Hats off to Uefa for attempting to give international friendlies more of a competitive edge – even if it may appear that you require a masters degree in Pythagorean theorem to understand the concept of its newly-formed Nations League.
With much fanfare following its launch after this summer’s World Cup, we were informed that the Nations League would carry weight towards qualification for the 2020 European Championships.
That was cue for a period of mourning among England fans after it was announced that the Three Lions had been subsequently drawn in a group containing 2010 World Cup winners Spain and Croatia – who of course finished runners-up to France in Russia ’18 this summer, beating Gareth Southgate’s men at the last four stage.
Now it’s my understanding – and forgive me if I’m wrong – but the Nations League does not provide any direct entry to or elimination from Euro 2020.
Instead it gives teams a chance to boost their seeding for the qualification stage as well as providing an automatic play-off berth for any country finishing top of their respective group.
In effect it provides a safety net for a team which enjoys a fine Nations League campaign but subsequently ‘messes up’ during the Euro qualification process.
It’s certainly worth England’s while trying to finish on top of their respective group even if Spain currently hold the slight upperhand.
If nothing else, the Nations League concept has provided some drama and meaning to games which otherwise would probably be dreary, non-event international friendlies.
The anger within the England camp concerning Danny Welbeck’s disallowed ‘equaliser’ in the opening game against the Spanish at Wembley last month was apparent for all to see.
And there was certainly a bit of flak flying Marcus Rashford’s way after his costly misses denied England victory away at Croatia on Friday night.
There was some redemption for Rashford on Monday night in Seville as he and Raheem Sterling tore Spain apart in the first half.

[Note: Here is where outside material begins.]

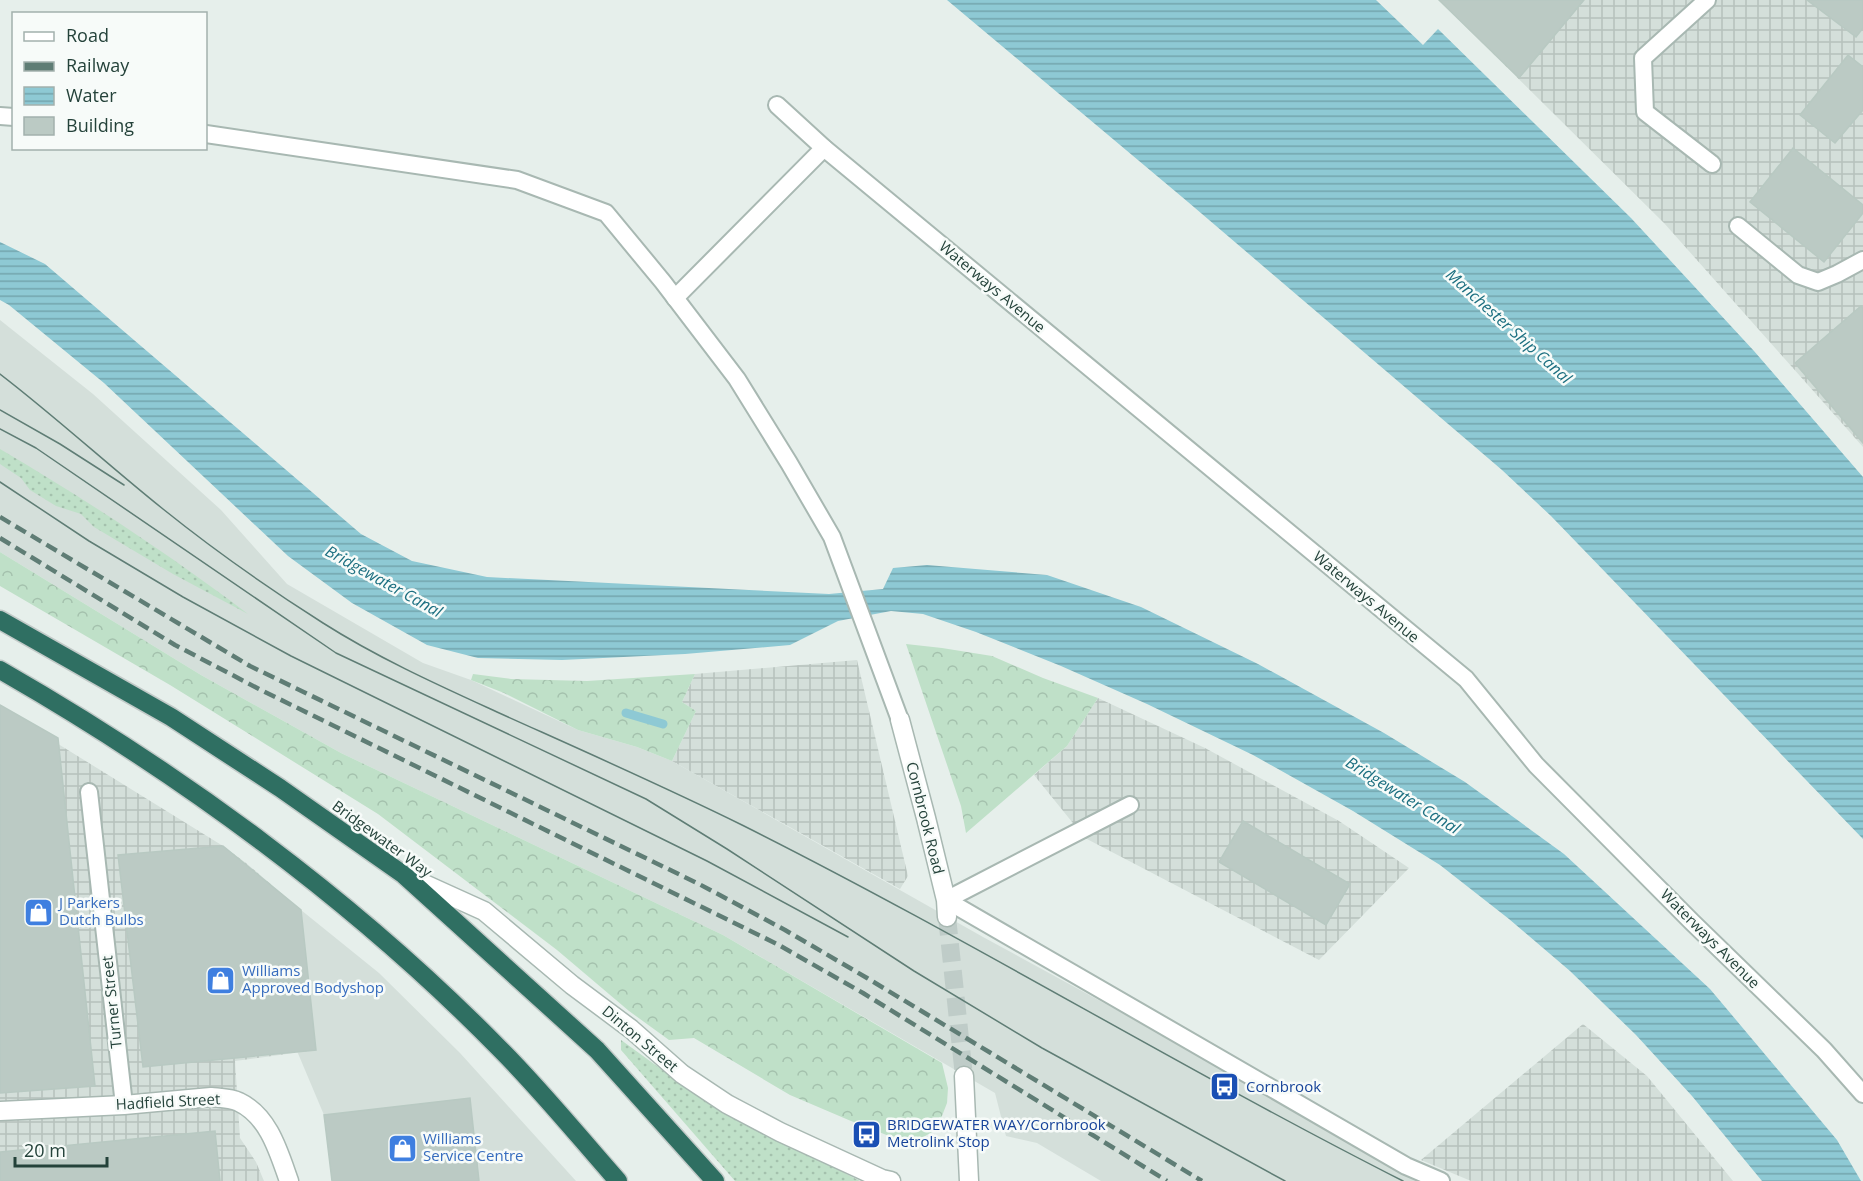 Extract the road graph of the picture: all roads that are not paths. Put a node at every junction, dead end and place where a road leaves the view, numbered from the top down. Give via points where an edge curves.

The 3-2 victory over Luis Enrique’s men has been hailed as one of England’s finest performances in recent memory and you would struggle to disagree.
Full of attacking verve and pace, England’s victory came against a real quality footballing side in a proper, competitive encounter.
The win has given Southgate’s men a real opportunity to finish top of the group and who knows...become the inaugural Nations League champions when the ‘grand finals’ take place in June next year.